TASK BRIEF: Word for word, return every record that follows.

DATA SHOWN:
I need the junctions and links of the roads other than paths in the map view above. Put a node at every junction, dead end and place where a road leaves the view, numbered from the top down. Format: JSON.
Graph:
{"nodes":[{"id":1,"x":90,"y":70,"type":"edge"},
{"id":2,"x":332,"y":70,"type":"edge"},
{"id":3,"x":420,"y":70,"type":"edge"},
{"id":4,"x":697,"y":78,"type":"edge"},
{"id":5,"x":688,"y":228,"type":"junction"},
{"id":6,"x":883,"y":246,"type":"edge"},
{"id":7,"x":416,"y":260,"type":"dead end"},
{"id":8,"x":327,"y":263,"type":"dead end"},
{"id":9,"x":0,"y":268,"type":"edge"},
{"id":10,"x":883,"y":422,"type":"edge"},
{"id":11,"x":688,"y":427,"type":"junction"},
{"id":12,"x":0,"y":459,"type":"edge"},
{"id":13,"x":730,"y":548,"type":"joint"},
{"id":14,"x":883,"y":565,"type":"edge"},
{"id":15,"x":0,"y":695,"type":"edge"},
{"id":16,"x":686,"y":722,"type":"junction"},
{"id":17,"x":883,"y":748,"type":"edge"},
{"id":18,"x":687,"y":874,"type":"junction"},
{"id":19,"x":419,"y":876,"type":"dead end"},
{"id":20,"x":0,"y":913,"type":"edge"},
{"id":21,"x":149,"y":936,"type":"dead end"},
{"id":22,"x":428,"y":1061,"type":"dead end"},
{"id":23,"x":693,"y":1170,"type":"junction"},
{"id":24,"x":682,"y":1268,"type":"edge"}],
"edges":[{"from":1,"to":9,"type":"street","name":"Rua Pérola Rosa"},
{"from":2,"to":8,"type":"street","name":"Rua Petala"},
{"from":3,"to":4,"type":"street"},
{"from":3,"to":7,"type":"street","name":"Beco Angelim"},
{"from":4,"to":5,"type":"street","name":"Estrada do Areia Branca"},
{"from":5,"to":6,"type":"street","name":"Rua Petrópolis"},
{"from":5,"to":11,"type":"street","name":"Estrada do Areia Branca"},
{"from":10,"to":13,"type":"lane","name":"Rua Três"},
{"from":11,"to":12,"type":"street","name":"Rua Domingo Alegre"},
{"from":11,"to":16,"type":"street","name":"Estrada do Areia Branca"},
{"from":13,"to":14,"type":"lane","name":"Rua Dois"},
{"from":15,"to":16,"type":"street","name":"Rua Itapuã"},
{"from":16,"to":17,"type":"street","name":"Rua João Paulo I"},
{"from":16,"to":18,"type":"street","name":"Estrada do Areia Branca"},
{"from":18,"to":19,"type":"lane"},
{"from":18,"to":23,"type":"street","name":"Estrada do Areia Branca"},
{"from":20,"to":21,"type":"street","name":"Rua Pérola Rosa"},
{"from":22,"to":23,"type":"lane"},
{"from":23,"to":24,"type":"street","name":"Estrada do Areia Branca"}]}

SOLUTION BELOW:
I need the junctions and links of the roads other than paths in the map view above. Put a node at every junction, dead end and place where a road leaves the view, numbered from the top down. Format: JSON.
Graph:
{"nodes":[{"id":1,"x":90,"y":70,"type":"edge"},
{"id":2,"x":332,"y":70,"type":"edge"},
{"id":3,"x":420,"y":70,"type":"edge"},
{"id":4,"x":697,"y":78,"type":"edge"},
{"id":5,"x":688,"y":228,"type":"junction"},
{"id":6,"x":883,"y":246,"type":"edge"},
{"id":7,"x":416,"y":260,"type":"dead end"},
{"id":8,"x":327,"y":263,"type":"dead end"},
{"id":9,"x":0,"y":268,"type":"edge"},
{"id":10,"x":883,"y":422,"type":"edge"},
{"id":11,"x":688,"y":427,"type":"junction"},
{"id":12,"x":0,"y":459,"type":"edge"},
{"id":13,"x":730,"y":548,"type":"joint"},
{"id":14,"x":883,"y":565,"type":"edge"},
{"id":15,"x":0,"y":695,"type":"edge"},
{"id":16,"x":686,"y":722,"type":"junction"},
{"id":17,"x":883,"y":748,"type":"edge"},
{"id":18,"x":687,"y":874,"type":"junction"},
{"id":19,"x":419,"y":876,"type":"dead end"},
{"id":20,"x":0,"y":913,"type":"edge"},
{"id":21,"x":149,"y":936,"type":"dead end"},
{"id":22,"x":428,"y":1061,"type":"dead end"},
{"id":23,"x":693,"y":1170,"type":"junction"},
{"id":24,"x":682,"y":1268,"type":"edge"}],
"edges":[{"from":1,"to":9,"type":"street","name":"Rua Pérola Rosa"},
{"from":2,"to":8,"type":"street","name":"Rua Petala"},
{"from":3,"to":4,"type":"street"},
{"from":3,"to":7,"type":"street","name":"Beco Angelim"},
{"from":4,"to":5,"type":"street","name":"Estrada do Areia Branca"},
{"from":5,"to":6,"type":"street","name":"Rua Petrópolis"},
{"from":5,"to":11,"type":"street","name":"Estrada do Areia Branca"},
{"from":10,"to":13,"type":"lane","name":"Rua Três"},
{"from":11,"to":12,"type":"street","name":"Rua Domingo Alegre"},
{"from":11,"to":16,"type":"street","name":"Estrada do Areia Branca"},
{"from":13,"to":14,"type":"lane","name":"Rua Dois"},
{"from":15,"to":16,"type":"street","name":"Rua Itapuã"},
{"from":16,"to":17,"type":"street","name":"Rua João Paulo I"},
{"from":16,"to":18,"type":"street","name":"Estrada do Areia Branca"},
{"from":18,"to":19,"type":"lane"},
{"from":18,"to":23,"type":"street","name":"Estrada do Areia Branca"},
{"from":20,"to":21,"type":"street","name":"Rua Pérola Rosa"},
{"from":22,"to":23,"type":"lane"},
{"from":23,"to":24,"type":"street","name":"Estrada do Areia Branca"}]}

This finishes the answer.